The task
Write the data below out exactly as it stands. Do not include the pictures.

Input for this task
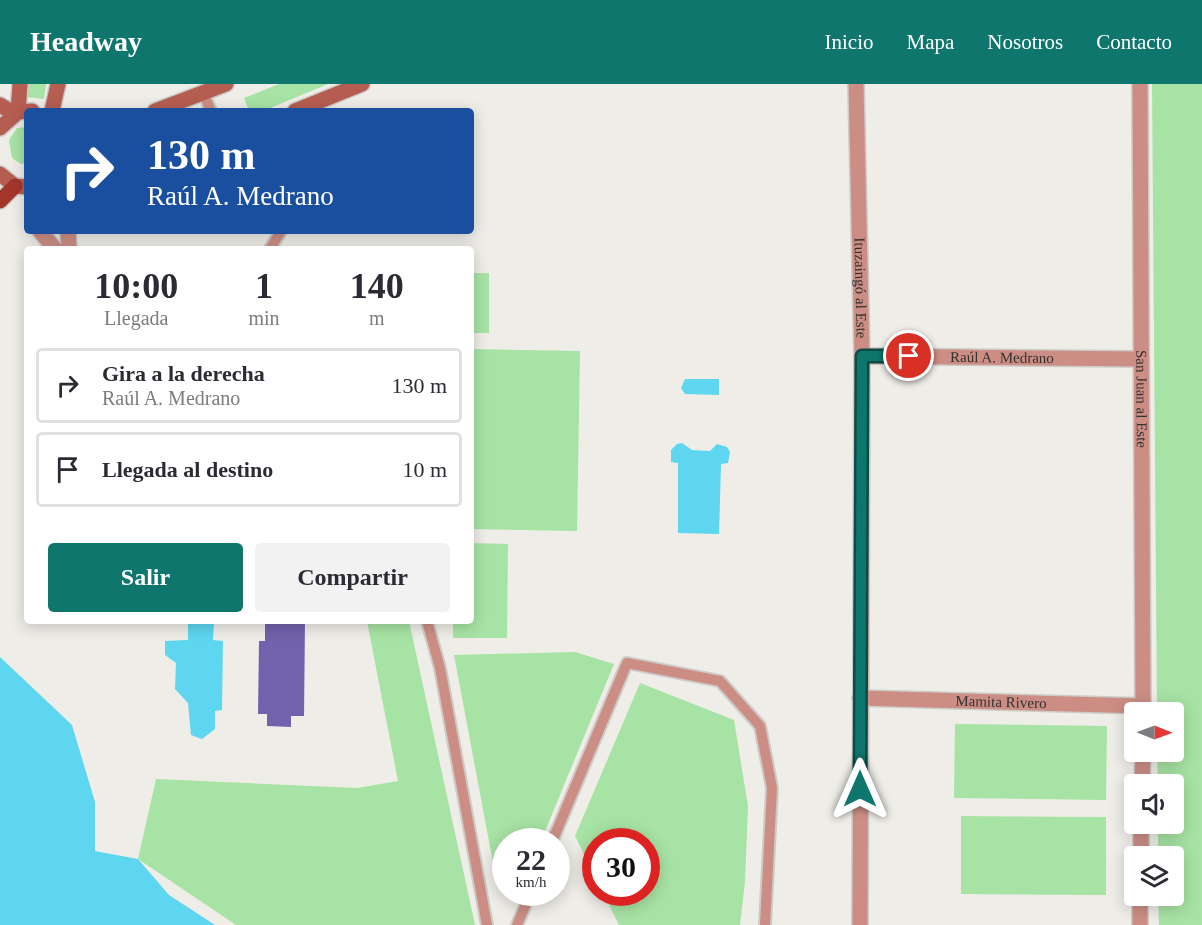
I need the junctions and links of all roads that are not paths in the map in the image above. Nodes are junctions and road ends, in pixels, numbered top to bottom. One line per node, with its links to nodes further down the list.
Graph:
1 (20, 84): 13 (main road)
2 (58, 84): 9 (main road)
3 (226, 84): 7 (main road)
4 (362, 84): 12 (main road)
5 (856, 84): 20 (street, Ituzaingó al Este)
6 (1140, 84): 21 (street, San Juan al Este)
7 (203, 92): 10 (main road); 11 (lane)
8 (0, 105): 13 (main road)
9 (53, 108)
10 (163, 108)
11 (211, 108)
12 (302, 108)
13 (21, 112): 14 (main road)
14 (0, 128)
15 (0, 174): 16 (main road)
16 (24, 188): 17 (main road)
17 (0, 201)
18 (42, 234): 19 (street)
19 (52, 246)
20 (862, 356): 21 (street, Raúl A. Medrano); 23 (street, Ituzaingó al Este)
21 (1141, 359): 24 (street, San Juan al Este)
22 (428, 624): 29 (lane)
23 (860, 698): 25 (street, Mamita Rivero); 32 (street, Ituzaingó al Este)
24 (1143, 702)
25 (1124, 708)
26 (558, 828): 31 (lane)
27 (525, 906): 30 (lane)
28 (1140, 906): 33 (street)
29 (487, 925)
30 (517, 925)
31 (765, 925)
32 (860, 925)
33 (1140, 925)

Task response
I need the junctions and links of all roads that are not paths in the map in the image above. Nodes are junctions and road ends, in pixels, numbered top to bottom. One line per node, with its links to nodes further down the list.
Graph:
1 (20, 84): 13 (main road)
2 (58, 84): 9 (main road)
3 (226, 84): 7 (main road)
4 (362, 84): 12 (main road)
5 (856, 84): 20 (street, Ituzaingó al Este)
6 (1140, 84): 21 (street, San Juan al Este)
7 (203, 92): 10 (main road); 11 (lane)
8 (0, 105): 13 (main road)
9 (53, 108)
10 (163, 108)
11 (211, 108)
12 (302, 108)
13 (21, 112): 14 (main road)
14 (0, 128)
15 (0, 174): 16 (main road)
16 (24, 188): 17 (main road)
17 (0, 201)
18 (42, 234): 19 (street)
19 (52, 246)
20 (862, 356): 21 (street, Raúl A. Medrano); 23 (street, Ituzaingó al Este)
21 (1141, 359): 24 (street, San Juan al Este)
22 (428, 624): 29 (lane)
23 (860, 698): 25 (street, Mamita Rivero); 32 (street, Ituzaingó al Este)
24 (1143, 702)
25 (1124, 708)
26 (558, 828): 31 (lane)
27 (525, 906): 30 (lane)
28 (1140, 906): 33 (street)
29 (487, 925)
30 (517, 925)
31 (765, 925)
32 (860, 925)
33 (1140, 925)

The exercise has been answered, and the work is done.